United States District Court, W.D. Wisconsin

May 1, 2019

DARYL L. MOORMAN and STEVEN M. DYMOND, on their own behalf and on behalf of all others similarly situated, Plaintiffs,



         Plaintiffs Daryl L. Moorman and Steven Dymond assert claims on behalf of themselves and other similarly situated employees against their employer Charter Communications and related entities, asserting violations of the Fair Labor Standards Act (“FLSA”), 29 U.S.C. § 201 et seq., and Wisconsin wage payment and overtime laws, Wis.Stat. §§ 103, 104, 109.01. Before the court is defendants' motion to compel arbitration. (Dkt. #27.)[1] Because plaintiffs entered into an enforceable agreement, requiring the arbitration of all disputes arising out of their employment, including the wage and hour-based claims asserted here, and requiring arbitration to proceed on an individual basis, the court will now grant defendants' motion.
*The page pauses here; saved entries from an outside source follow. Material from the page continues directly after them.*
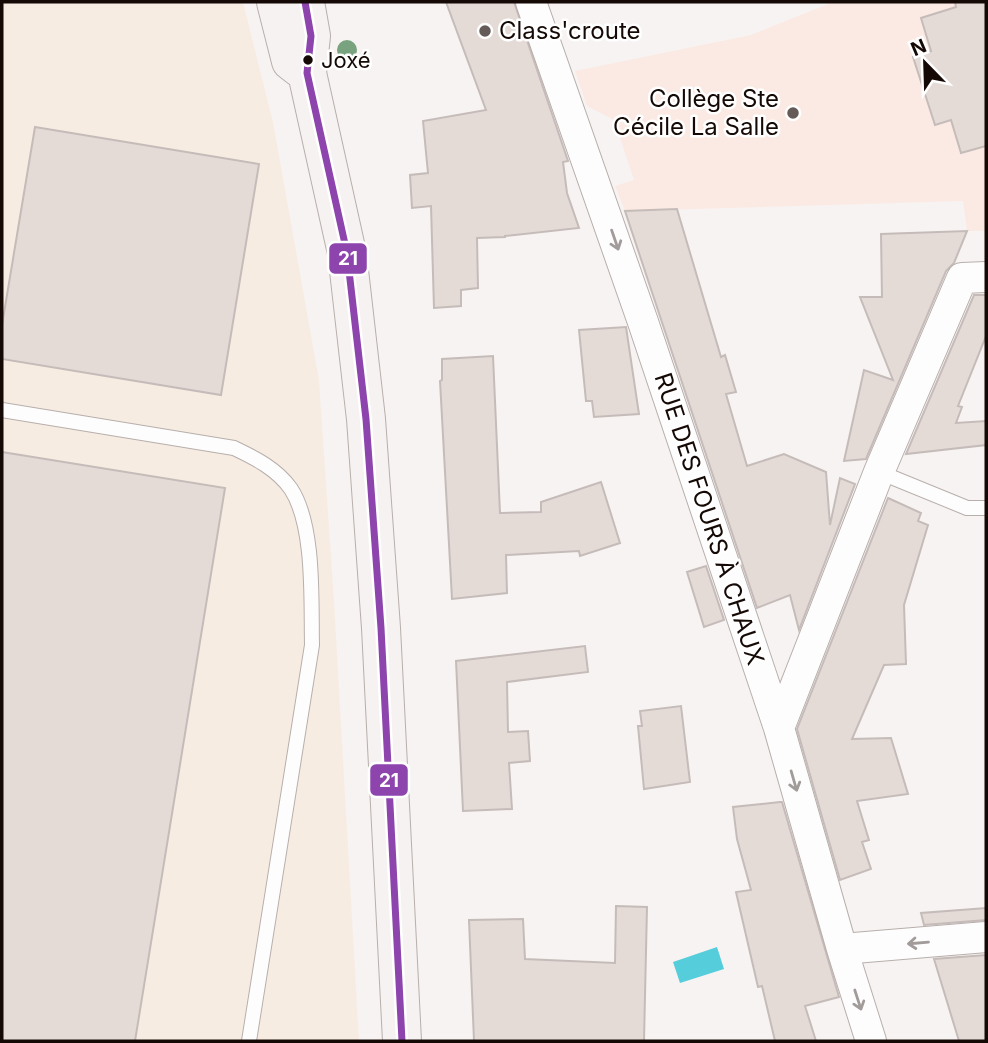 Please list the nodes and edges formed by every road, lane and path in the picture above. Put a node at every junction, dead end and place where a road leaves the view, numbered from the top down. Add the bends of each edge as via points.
1 (276, 2) edge
2 (305, 2) edge
3 (531, 2) edge
4 (307, 74) junction
5 (986, 276) edge
6 (2, 410) edge
7 (879, 472) junction
8 (986, 508) edge
9 (779, 728) junction
10 (986, 937) edge
11 (842, 949) junction
12 (249, 1041) edge
13 (402, 1041) edge
14 (871, 1041) edge

1 - 4 main road via 290,61
2 - 4 main road via 311,36
3 -> 9 street, RUE DES FOURS À CHAUX
4 - 13 main road via 347,253 365,406 376,534
5 - 7 street via 962,278
6 - 12 lane via 234,448 266,463 290,488 304,516 312,645
7 - 8 lane via 967,508
7 - 9 street
9 -> 11 street, RUE DES FOURS À CHAUX
10 -> 11 street
11 -> 14 street, RUE DES FOURS À CHAUX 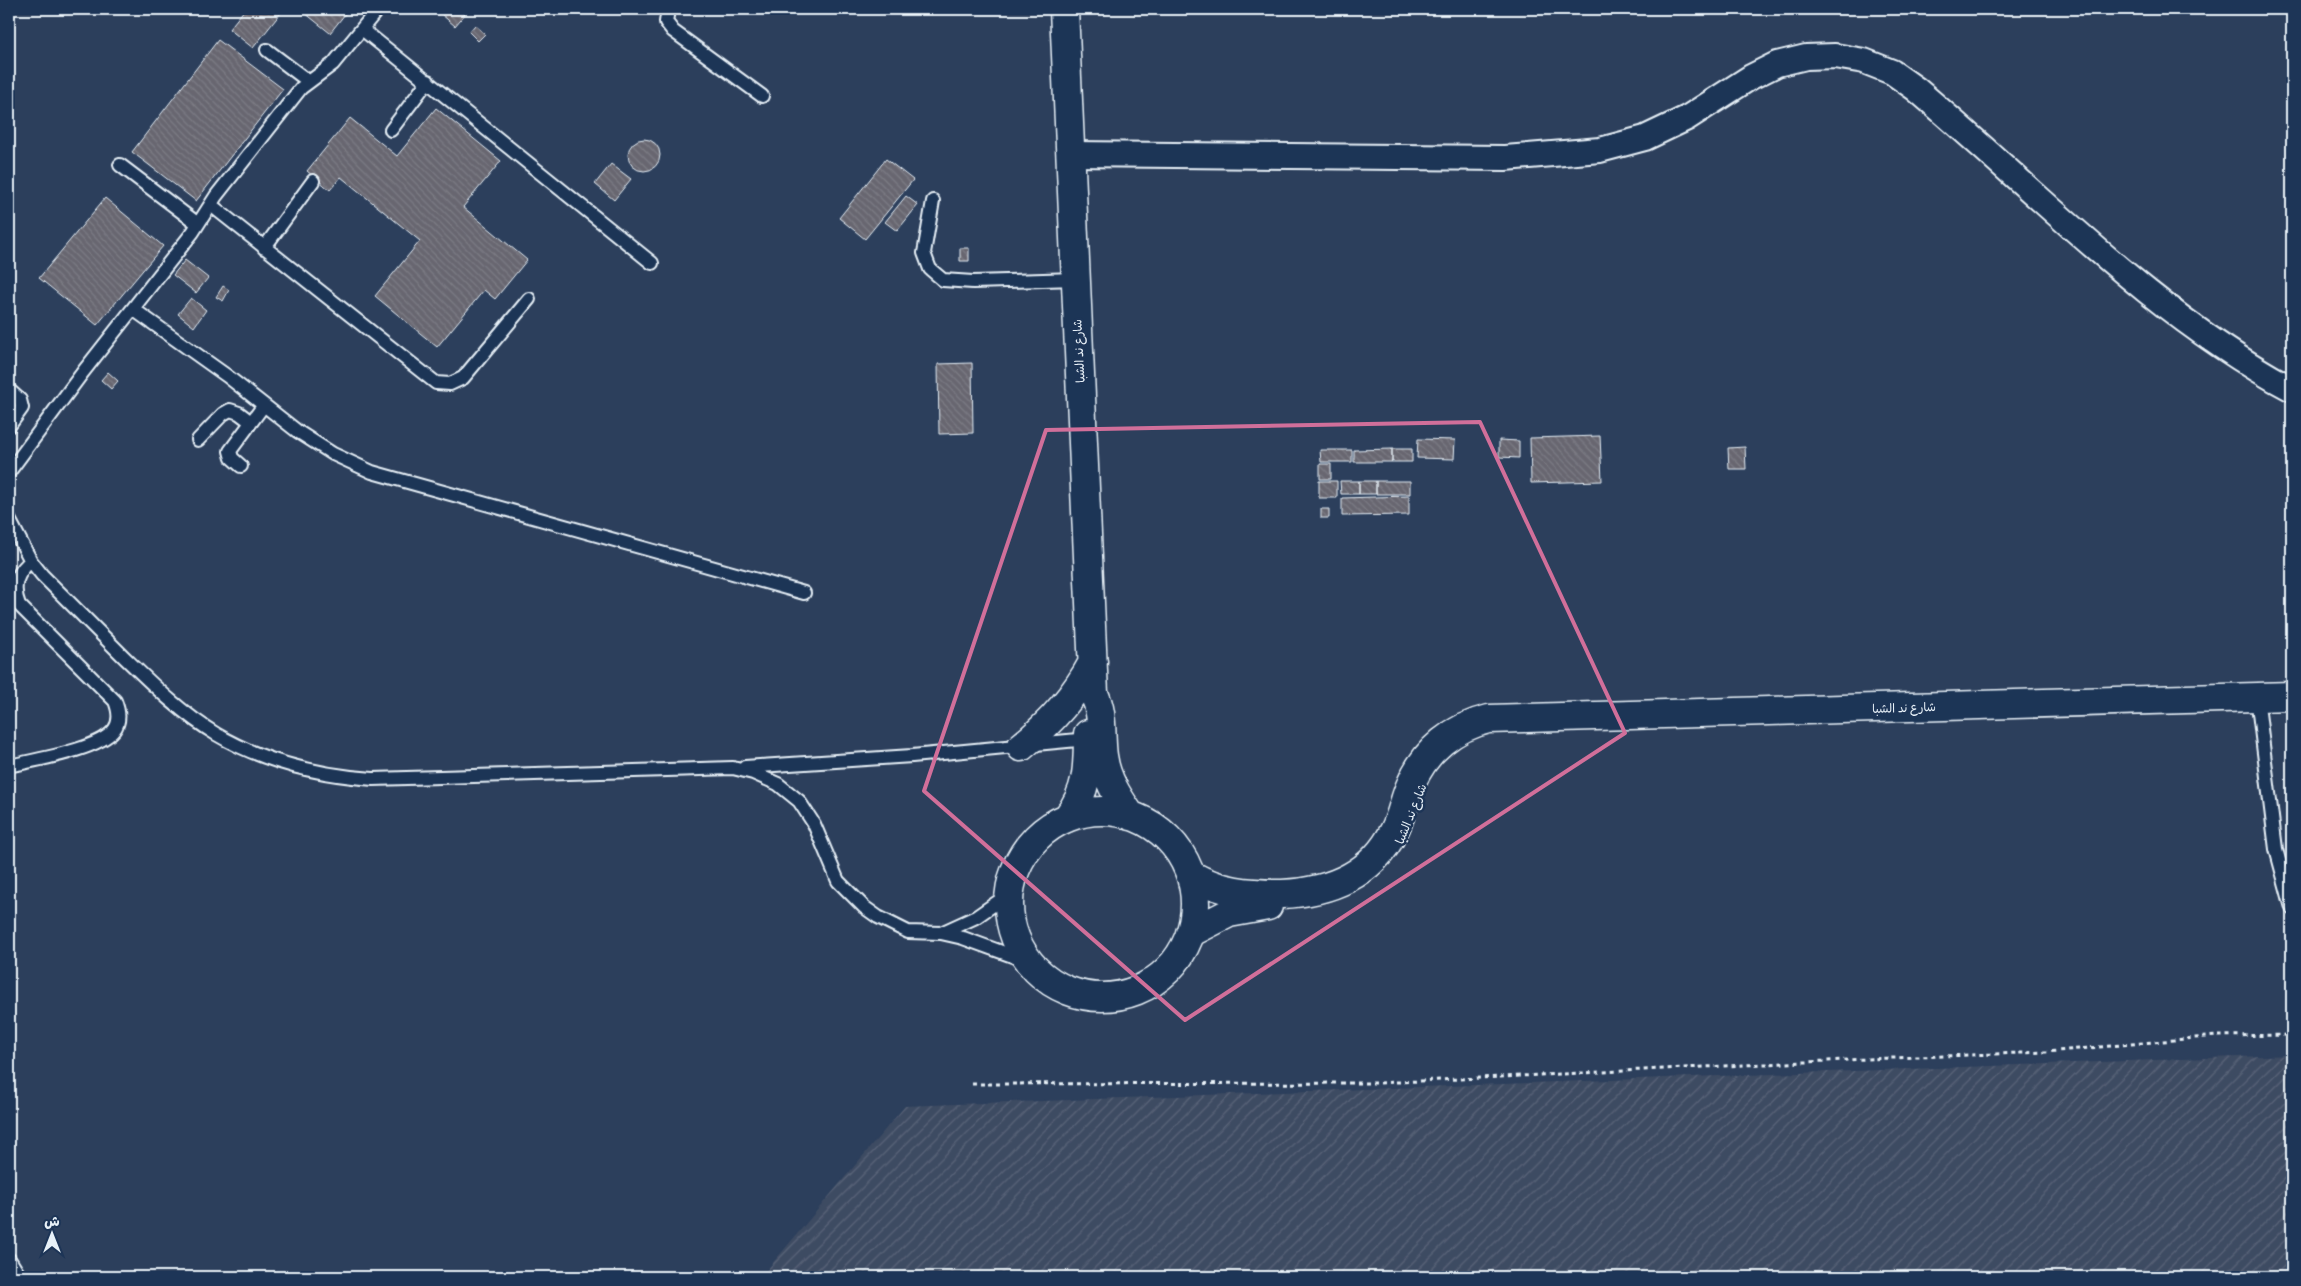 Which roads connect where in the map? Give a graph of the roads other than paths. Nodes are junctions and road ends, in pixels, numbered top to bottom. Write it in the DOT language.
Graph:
graph roads {
  1 [pos="378,9"];
  2 [pos="668,9"];
  3 [pos="1064,9"];
  4 [pos="362,29"];
  5 [pos="267,50"];
  6 [pos="308,81"];
  7 [pos="428,82"];
  8 [pos="762,96"];
  9 [pos="391,130"];
  10 [pos="1071,154"];
  11 [pos="120,165"];
  12 [pos="313,181"];
  13 [pos="933,201"];
  14 [pos="211,205"];
  15 [pos="198,224"];
  16 [pos="264,248"];
  17 [pos="652,263"];
  18 [pos="1076,279"];
  19 [pos="529,299"];
  20 [pos="133,308"];
  21 [pos="2292,389"];
  22 [pos="9,390"];
  23 [pos="264,405"];
  24 [pos="252,422"];
  25 [pos="9,426"];
  26 [pos="198,440"];
  27 [pos="11,465"];
  28 [pos="241,466"];
  29 [pos="9,519"];
  30 [pos="31,561"];
  31 [pos="804,593"];
  32 [pos="1093,662"];
  33 [pos="1094,694"];
  34 [pos="2292,696"];
  35 [pos="2257,697"];
  36 [pos="1515,719"];
  37 [pos="1088,739"];
  38 [pos="1021,747"];
  39 [pos="9,766"];
  40 [pos="733,768"];
  41 [pos="1131,816"];
  42 [pos="1067,818"];
  43 [pos="1191,875"];
  44 [pos="1009,894"];
  45 [pos="2292,908"];
  46 [pos="940,933"];
  47 [pos="1190,933"];
  48 [pos="1029,962"];
  49 [pos="9,1259"];
  50 [pos="20,1277"];
  1 -- 4 [label="lane"];
  2 -- 8 [label="lane"];
  3 -- 10 [label="main road, شارع ند الشبا"];
  4 -- 6 [label="lane"];
  4 -- 7 [label="lane"];
  5 -- 6 [label="lane"];
  6 -- 14 [label="lane"];
  7 -- 9 [label="lane"];
  7 -- 17 [label="lane"];
  10 -- 18 [label="main road, شارع ند الشبا"];
  10 -- 21 [label="street"];
  11 -- 15 [label="lane"];
  12 -- 16 [label="lane"];
  13 -- 18 [label="lane"];
  14 -- 15 [label="lane"];
  14 -- 16 [label="lane"];
  15 -- 20 [label="lane"];
  16 -- 19 [label="lane"];
  18 -- 32 [label="main road, شارع ند الشبا"];
  20 -- 23 [label="lane"];
  20 -- 27 [label="lane"];
  22 -- 25 [label="lane"];
  23 -- 24 [label="lane"];
  23 -- 31 [label="lane"];
  24 -- 26 [label="lane"];
  24 -- 28 [label="lane"];
  29 -- 30 [label="lane"];
  30 -- 39 [label="lane"];
  30 -- 40 [label="lane"];
  32 -- 33 [label="main road, شارع ند الشبا"];
  32 -- 38 [label="main road"];
  33 -- 37 [label="main road, شارع ند الشبا"];
  33 -- 41 [label="main road, شارع ند الشبا"];
  34 -- 35 [label="main road, شارع ند الشبا"];
  35 -- 36 [label="main road, شارع ند الشبا"];
  35 -- 45 [label="lane"];
  36 -- 43 [label="main road, شارع ند الشبا"];
  36 -- 47 [label="main road, شارع ند الشبا"];
  37 -- 38 [label="lane"];
  37 -- 42 [label="main road, شارع ند الشبا"];
  38 -- 40 [label="lane"];
  40 -- 46 [label="lane"];
  41 -- 42 [label="main road"];
  41 -- 43 [label="main road"];
  42 -- 44 [label="main road"];
  43 -- 47 [label="main road"];
  44 -- 46 [label="lane"];
  44 -- 48 [label="main road"];
  46 -- 48 [label="lane"];
  47 -- 48 [label="main road"];
  49 -- 50 [label="lane"];
}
However, the court will stay this case pending arbitration, rather than dismiss it, finding that plaintiffs have raised a question about the scope of the arbitrable issues, and whether it would cover claims pre-dating the effective date of the arbitration agreement, an issue that the arbitrator will be allowed to reach in the first instance.[2]


         A. Allegations in Amended Complaint

         Plaintiffs Moorman and Dymond are both technicians employed by Charter Communications, Inc., Charter Communications, LLC, Spectrum Management Holding Company, LLC, and/or TWC Administration, LLC (collectively referred to as “Charter” or “defendants”). Moorman's employment with Charter commenced in October 2005; Dymond's employment commenced in April 2014.

         Plaintiffs allege that they were not compensated for at least 15 minutes at the start of each workday spent on the following activities: (1) checking their phones or similar devices for mapping routes to their first assignment of the day; (2) removing or returning equipment to their company vehicle; and (3) and inspecting their vehicle. Plaintiffs also allege that Charter paid them non-discretionary, quarterly bonuses that were not include in their total compensation, resulting in an understatement of their actual, regular rate of pay for purposes of calculating overtime. Plaintiffs assert these allegations on the part of themselves, as well as a putative FLSA collective and Rule 23 classes of technicians who similarly performed work off the clock and were paid overtime without factoring the impact of non-discretionary bonuses into their regular rate of pay.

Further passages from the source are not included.